22 Nov 2021

IHC bath ban breaches human rights, says advocate

12:17 pm on 22 November 2021

Intellectual disability care provider IHC has banned baths at all its facilities following two drownings.

Handicap Hotel Bathroom with Shower Bathtub Hand Rails and a Chair

Photo: 123rf.com

Both deaths resulted in prosecutions for IHC - the most recent resulting in a fine of more than $500,000.

However, advocates and families say the ban is taking away one of the few joys in some children's lives.

Nathan Booker,15, drowned in a bath in January 2014 at an IHC home in Palmerston North where he stayed two nights a week to give his mother a break.

Angela Middlemiss is adamant it wasn't the bath that killed her much-loved son.

"He loved baths, he loved them so much. It was the one thing he looked forward to each day. He used to kick and play in the bath. It was one of his happiest times that he had. If he was having a bad day, a bath would always help."

Nathan who had spastic quadriplegia and the mental age of a six-month-old baby, also suffered seizures and had been given a sedative.

He was supposed to be supervised at all times.

"He was left alone for 15 minutes by himself. Too long, too long. They said for privacy reasons, they said because they were doing something else. It was just a lot of excuses."

IHC's service delivery arm, IDEA Services, pleaded guilty in the Palmerston North District Court to failing to take all practicable steps to ensure no action or inaction of an employee harmed another person, and was ordered to pay $153,500.

Angela Middlemiss said IHC promised to roll out extra training and require staff to read each client's care plan at the start of every shift.

But she is angry no-one was ever held responsible for Nathan's death.

The Crown dropped its case against the caregiver in 2015, saying there was "insufficient public interest" in continuing.

The Independent Police Conduct Authority found the initial police investigation into Nathan's death was inadequate.

"Nobody got done for it, so I feel it was going to happen again because there was no justice."

She is devastated that another IHC client drowned just two years later.

"What we were trying to do was make sure it didn't happen to another family because what we were going through, we didn't want another family to go through that."

The 63-year-old woman, whose name is permanently suppressed, drowned after being left alone in a bath at a Waitara home in October 2016.

IDEA Services was ordered to pay more than $550,000 by the court in July this year for failing its health and safety duties.

The next month, the board agreed to prohibit the use of baths, spas and pools at all its facilities and remove bath taps.

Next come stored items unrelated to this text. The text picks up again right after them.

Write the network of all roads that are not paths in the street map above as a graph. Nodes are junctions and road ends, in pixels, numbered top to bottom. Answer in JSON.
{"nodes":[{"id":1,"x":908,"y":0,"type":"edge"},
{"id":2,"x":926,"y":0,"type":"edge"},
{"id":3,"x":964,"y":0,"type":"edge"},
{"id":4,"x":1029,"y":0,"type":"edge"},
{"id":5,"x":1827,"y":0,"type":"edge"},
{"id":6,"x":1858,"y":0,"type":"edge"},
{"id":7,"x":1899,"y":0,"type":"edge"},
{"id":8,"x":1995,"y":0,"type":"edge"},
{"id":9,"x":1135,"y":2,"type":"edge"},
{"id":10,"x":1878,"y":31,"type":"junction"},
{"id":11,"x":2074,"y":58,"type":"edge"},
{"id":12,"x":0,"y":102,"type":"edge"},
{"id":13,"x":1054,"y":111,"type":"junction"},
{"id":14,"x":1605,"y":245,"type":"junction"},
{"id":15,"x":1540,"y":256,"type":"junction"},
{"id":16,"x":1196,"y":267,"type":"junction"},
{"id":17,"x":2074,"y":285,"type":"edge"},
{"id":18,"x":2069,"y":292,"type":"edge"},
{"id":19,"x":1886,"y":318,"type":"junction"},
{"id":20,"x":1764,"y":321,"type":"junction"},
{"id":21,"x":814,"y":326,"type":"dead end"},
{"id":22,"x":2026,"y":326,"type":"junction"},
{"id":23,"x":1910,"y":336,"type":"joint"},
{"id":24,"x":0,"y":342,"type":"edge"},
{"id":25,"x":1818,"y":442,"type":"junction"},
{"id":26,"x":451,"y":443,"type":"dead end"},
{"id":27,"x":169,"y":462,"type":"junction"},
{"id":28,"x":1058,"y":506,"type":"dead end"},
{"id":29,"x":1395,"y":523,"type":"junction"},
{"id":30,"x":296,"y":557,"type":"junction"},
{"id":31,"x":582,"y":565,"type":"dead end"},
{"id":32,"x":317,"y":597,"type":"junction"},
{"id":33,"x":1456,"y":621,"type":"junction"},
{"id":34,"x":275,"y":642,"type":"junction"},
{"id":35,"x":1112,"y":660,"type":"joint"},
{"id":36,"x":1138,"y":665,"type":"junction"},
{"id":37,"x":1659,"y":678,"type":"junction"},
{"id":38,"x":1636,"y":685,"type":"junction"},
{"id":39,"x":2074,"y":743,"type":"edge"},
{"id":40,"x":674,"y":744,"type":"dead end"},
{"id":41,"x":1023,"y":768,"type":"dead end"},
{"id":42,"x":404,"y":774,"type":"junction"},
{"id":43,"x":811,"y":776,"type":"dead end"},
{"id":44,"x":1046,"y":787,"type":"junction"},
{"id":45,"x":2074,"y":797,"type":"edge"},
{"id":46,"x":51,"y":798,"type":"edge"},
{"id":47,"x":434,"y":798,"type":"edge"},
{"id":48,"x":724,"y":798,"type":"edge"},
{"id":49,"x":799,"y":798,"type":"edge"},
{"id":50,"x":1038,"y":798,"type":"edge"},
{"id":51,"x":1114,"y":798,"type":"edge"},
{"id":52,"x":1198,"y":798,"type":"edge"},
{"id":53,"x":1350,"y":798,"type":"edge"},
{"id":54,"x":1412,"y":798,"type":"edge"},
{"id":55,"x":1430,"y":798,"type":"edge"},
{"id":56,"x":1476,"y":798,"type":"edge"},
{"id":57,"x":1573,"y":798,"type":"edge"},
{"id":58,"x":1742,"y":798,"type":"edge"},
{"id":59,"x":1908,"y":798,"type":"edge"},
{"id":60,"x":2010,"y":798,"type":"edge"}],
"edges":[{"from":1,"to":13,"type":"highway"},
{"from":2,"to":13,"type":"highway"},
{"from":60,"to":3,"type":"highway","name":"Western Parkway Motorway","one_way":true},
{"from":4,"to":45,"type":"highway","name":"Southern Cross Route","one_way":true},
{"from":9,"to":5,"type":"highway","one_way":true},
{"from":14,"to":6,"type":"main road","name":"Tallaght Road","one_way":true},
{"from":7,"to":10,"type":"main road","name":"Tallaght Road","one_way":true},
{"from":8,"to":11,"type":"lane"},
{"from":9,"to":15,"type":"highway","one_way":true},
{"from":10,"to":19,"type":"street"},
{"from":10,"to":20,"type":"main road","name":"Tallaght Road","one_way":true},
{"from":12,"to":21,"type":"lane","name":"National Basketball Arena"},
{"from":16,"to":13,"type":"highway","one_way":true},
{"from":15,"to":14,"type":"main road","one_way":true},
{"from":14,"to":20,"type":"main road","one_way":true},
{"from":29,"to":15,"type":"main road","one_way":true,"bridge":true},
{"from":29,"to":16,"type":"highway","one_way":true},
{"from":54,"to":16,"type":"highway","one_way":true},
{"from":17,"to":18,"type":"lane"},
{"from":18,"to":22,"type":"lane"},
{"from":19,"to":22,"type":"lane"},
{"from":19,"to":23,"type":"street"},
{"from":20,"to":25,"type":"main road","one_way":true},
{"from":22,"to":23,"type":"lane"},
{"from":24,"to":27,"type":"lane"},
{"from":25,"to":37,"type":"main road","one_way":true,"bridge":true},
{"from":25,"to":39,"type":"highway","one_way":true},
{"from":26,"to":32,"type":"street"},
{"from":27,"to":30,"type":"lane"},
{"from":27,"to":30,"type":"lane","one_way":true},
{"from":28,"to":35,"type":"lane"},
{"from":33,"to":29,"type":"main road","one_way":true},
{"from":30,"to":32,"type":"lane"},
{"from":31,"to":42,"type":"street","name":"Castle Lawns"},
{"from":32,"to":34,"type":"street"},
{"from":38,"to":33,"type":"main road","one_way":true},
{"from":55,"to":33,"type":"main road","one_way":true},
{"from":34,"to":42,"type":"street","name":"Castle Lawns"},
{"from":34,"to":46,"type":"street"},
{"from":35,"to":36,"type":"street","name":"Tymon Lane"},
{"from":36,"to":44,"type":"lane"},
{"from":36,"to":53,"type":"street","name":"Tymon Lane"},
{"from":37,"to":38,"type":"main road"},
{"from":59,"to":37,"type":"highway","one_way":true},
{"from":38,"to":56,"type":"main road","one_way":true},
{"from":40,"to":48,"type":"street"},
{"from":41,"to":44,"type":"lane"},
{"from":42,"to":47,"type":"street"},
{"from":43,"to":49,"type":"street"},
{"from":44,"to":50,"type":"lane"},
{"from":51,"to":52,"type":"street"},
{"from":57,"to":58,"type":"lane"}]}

In a newsletter to families in September, IHC's chief executive Ralph Jones acknowledged this would be disappointing and frustrating for some - but the court ruling made it clear that IHC's duty to minimise the risk of baths was greater than people's right to choose to have one.

"Bathing is considered a high-risk activity and we're required to take reasonable steps to eliminate or minimise this risk. Presently we are not funded at a high enough level to provide the appropriate resources to give assurances required that we deliver safe bathing in our services."

Independent disability advocate Jane Carrigan said the ban on baths was "a lazy way to address risk" and made a mockery of IHC's claim to support choice and human rights.

"People could still have accidents. If someone is standing in the shower and has a seizure, they could fall and hit their head on the tap. If you take it to the logical conclusion, IHC could just say we're not going to let people near any water. It's just nonsense."

The real risk was IHC's "top-heavy management structure that's come at the expense of adequate frontline staffing" and the organisation should be demanding the government fund a competent and safe service, she said.

No-one from IHC was available for interview.

However, in a written response to RNZ's questions, chief executive Ralph Jones said the disability sector has been historically underfunded by the Health Ministry and financial sustainability for many providers is now at a critical point.

"We are constantly in discussions with the Ministry of Health about funding levels, but in reality disability providers are simply price takers, meaning we are unable to negotiate or influence the ministry's pricing structure. IDEA Services is one of the less favourably funded providers in the disability sector."

IHC had written to the ministry asking for urgent guidance on the diverging obligations of human rights and health and safety when it comes to baths, but had yet to receive a response, he said.